Must Be the Season of the War

At Least One October Protest Will Mean Guns

There are lots of ways to try to fight this war.

At Boston University last week, Mark Rudd told his audience, "You're fools if you don't get guns and join the Revolution."

Meanwhile the Student Association at the Harvard Business School approved unanimously a resolution asking the faculty that classes be optional on October 15, in support of the Vietnam moratorium.

John Kenneth Galbraith has publicly endorsed a statement for the Moratorium, urging colleagues "to organize an outpouring of citizens constructively demonstrating, in their own way, opposition to the prolongation of the war."

Bill Ayers, an organizer for RYM's national action, told a Marquette University SDS chapter to bring baseball bats, clubs, helmets, and firecrackers to Chicago.

Some people are going to march on Washington. Some people are going to march on the JFK Federal Building in Boston. At Harvard there are at least five separate groups organizing some sort of demonstration for October or early November.
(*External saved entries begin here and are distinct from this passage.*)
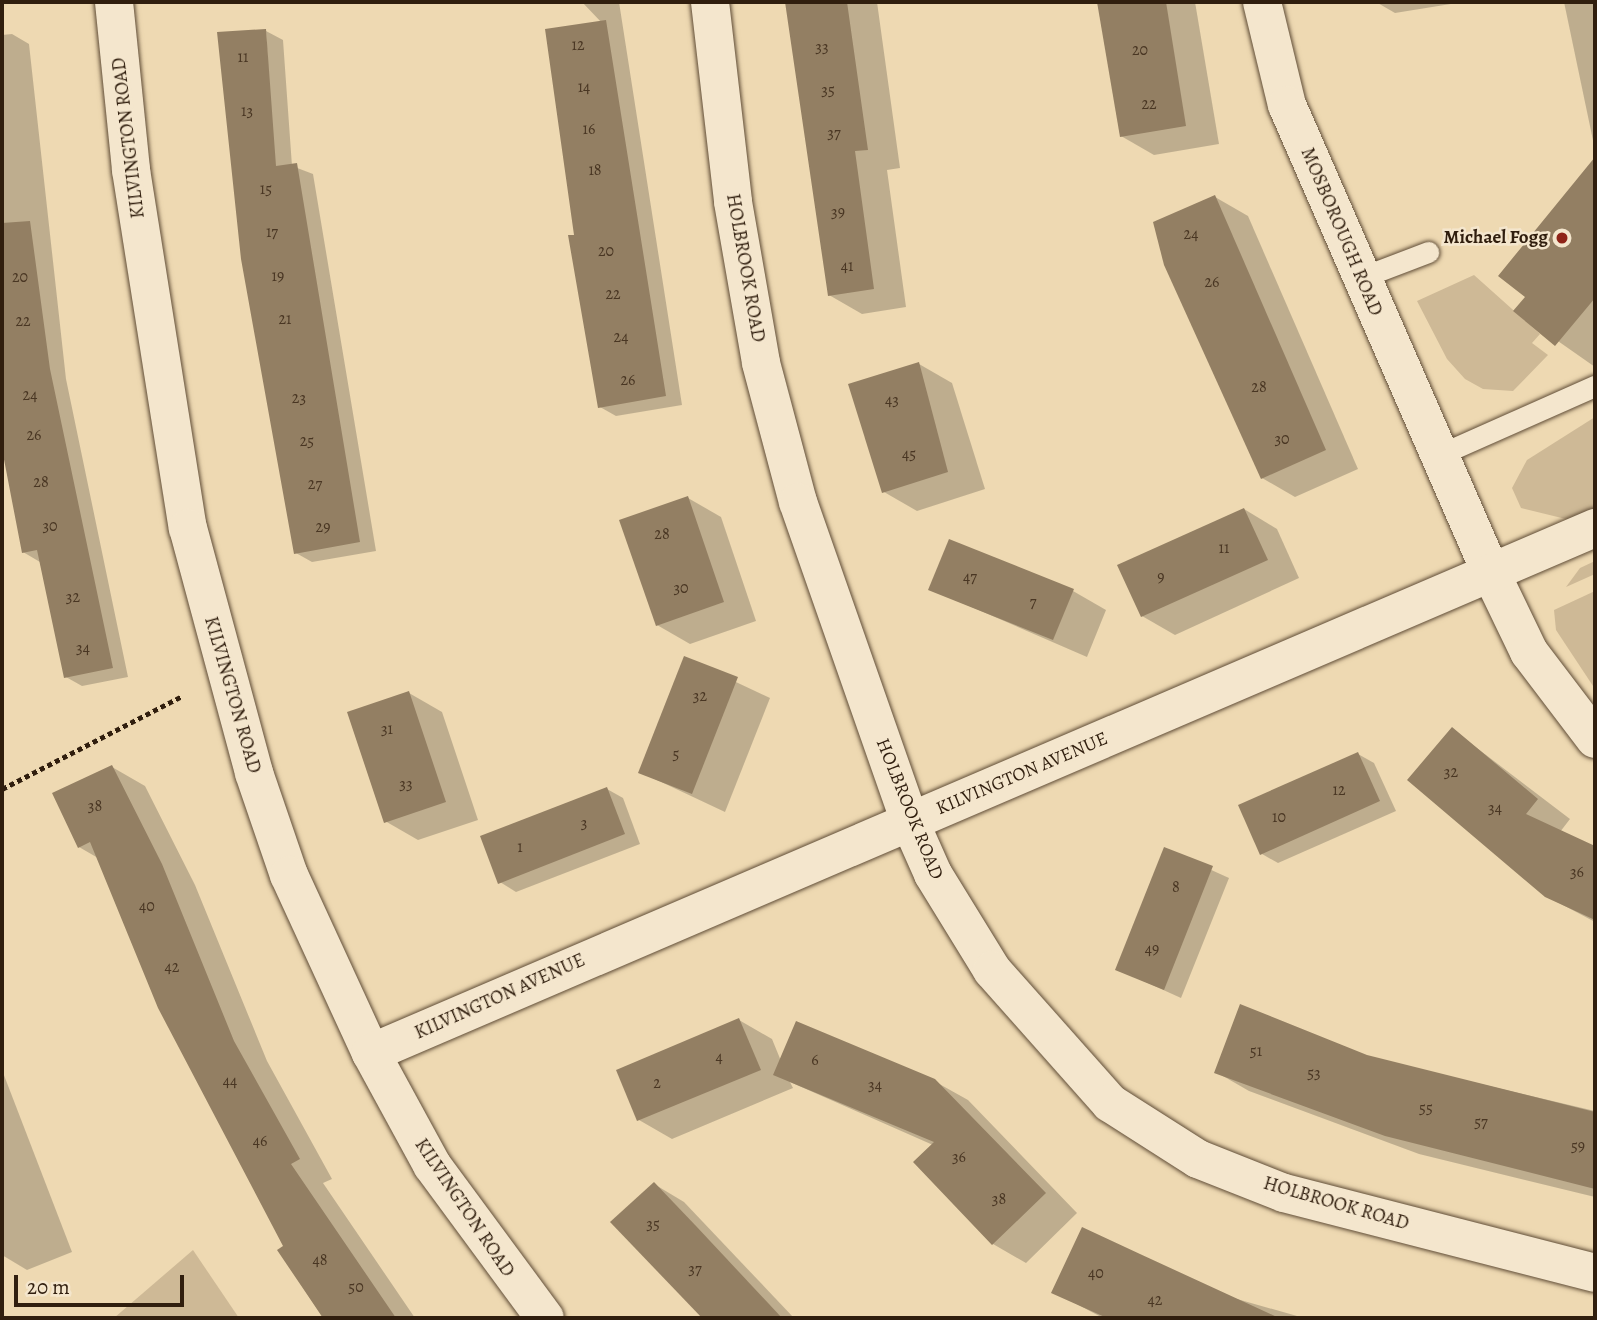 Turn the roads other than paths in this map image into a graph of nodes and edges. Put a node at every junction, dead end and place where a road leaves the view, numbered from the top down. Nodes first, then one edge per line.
1 (114, 2) edge
2 (710, 2) edge
3 (1262, 2) edge
4 (1428, 252) dead end
5 (1360, 278) junction
6 (1595, 386) edge
7 (1439, 455) junction
8 (1595, 528) edge
9 (1491, 573) junction
10 (1595, 739) edge
11 (911, 822) junction
12 (371, 1053) junction
13 (1595, 1273) edge
14 (545, 1318) edge

1 - 12 street, KILVINGTON ROAD
2 - 11 street, HOLBROOK ROAD
3 - 5 street, MOSBOROUGH ROAD
4 - 5 lane
5 - 7 street, MOSBOROUGH ROAD
6 - 7 lane
7 - 9 street, MOSBOROUGH ROAD
8 - 9 street, KILVINGTON AVENUE
9 - 10 street, MOSBOROUGH ROAD
9 - 11 street, KILVINGTON AVENUE
11 - 12 street, KILVINGTON AVENUE
11 - 13 street, HOLBROOK ROAD
12 - 14 street, KILVINGTON ROAD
There are lots of ways to try to fight this war.

October 4

On October 4, beginning at noon, there will be a city-wide march on the Federal building. Supporters of the march are regional-Cambridge and Boston-SDS members, which means that they are largely members of the Worker-Student Alliance (WSA) causus of SDS, a caucus whose philosophy is based on that of the Progressive Labor Party. WSA claims to be the only true SDS, and does not recognize the split with the Revolutionary Youth Movement (RYM), who walked out of last summer's Chicago convention. (More of RYM later.)

The march demands immediate withdrawal from Vietnam, no negotiations, and "an end to university attacks on the people." Designed to bring together as many Boston area schools as possible, it will begin from three separate spots-Boston University, Boston State, and Harvard-and all marchers will meet at the intersection of Commonwealth and Massachusetts Avenue, then continue on to the Federal building.
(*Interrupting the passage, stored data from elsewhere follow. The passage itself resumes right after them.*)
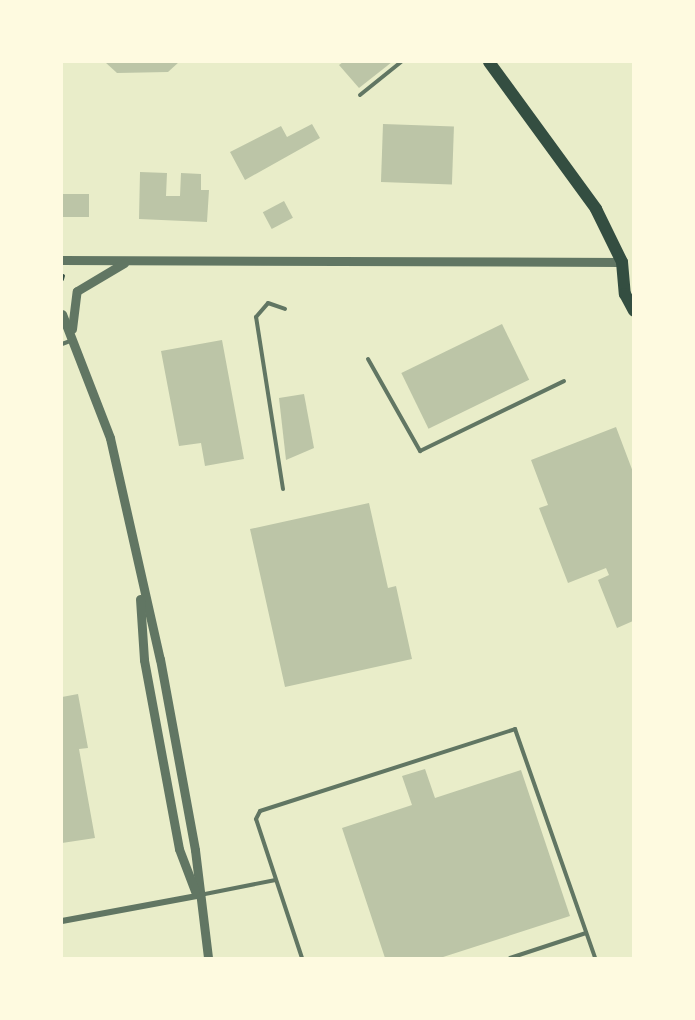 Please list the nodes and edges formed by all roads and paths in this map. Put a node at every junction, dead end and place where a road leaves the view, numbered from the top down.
1 (401, 62) edge
2 (489, 62) edge
3 (360, 95) dead end
4 (62, 260) edge
5 (135, 260) junction
6 (628, 263) edge
7 (633, 272) edge
8 (285, 309) dead end
9 (633, 311) edge
10 (62, 314) edge
11 (73, 340) junction
12 (62, 344) edge
13 (368, 359) dead end
14 (564, 381) dead end
15 (283, 489) dead end
16 (140, 584) junction
17 (276, 880) junction
18 (197, 896) junction
19 (62, 921) edge
20 (586, 933) junction
21 (207, 958) edge
22 (302, 958) edge
23 (510, 958) edge
24 (595, 958) edge

1 - 3 lane
2 - 6 main road
4 - 5 street
5 - 6 street
5 - 11 street
6 - 7 main road
6 - 9 main road
8 - 15 lane
10 - 11 street
11 - 12 lane
11 - 16 street
13 - 14 lane
16 - 18 street
16 - 18 street
17 - 18 lane
17 - 20 lane
17 - 22 lane
18 - 19 street
18 - 21 street
20 - 23 lane
20 - 24 lane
"The march is not in itself a solution," said Jay Sargent, a Boston State student and member of the march steering committee. "It is a building action for a campus worker-student alliance. This is the focus of our whole campaign; we must make this alliance concrete."

"We must show that the role of the university is not neutral," Sargent said. "We attack it for exploiting its own workers." He criticized more moderate groups like the Moratorium and the Student Moblization Committee (which is planning a November march on Washington) for seeking faculty and administrative support for their efforts. "You don't ask a boss to participate in your strike," Sargent said. "The university not only is imperialistic; it is itself a boss."

The march, conceived at a September 14 sub-regional SDS convention, will culminate in a rally with three speakers: Cindy Kline, the Cambridge Peace and Freedom Party's candidate for City Council; John Pennington, SDS national secretary; and Sargent. This wing of SDS is opposed to the Moratorium, Sargent said, "but will participate in it in order to win people over to a better position."

"Rather than create illusions about whom you ally with, you have to be very sharp," Sargent said. "When you issue statements that appeal to the lowest common denominator, you don't advance the struggle-groups such as these (the Moratorium and the SMC)-have killed the anti-war movement in the past; they see these demonstrations in themselves as solutions, and think it's enough to act only once every six months."

The WSA faction of SDS (which in Boston includes many unaffiliated radicals who have not allied officially with either WSA or RYM) is strongly opposed to the Chicago action, and has officially condemned the Weathermen, RYM's extremely militant/adventurist core who are planning the national action.

"Our struggle is a people's struggle," Sargent said. "A worker-student alliance is the clearest way to light racism and male chanyinism. This march will bring together people from all over the Boston area in a common eflort to build a movement which can help force the U. S. out of Vietnam.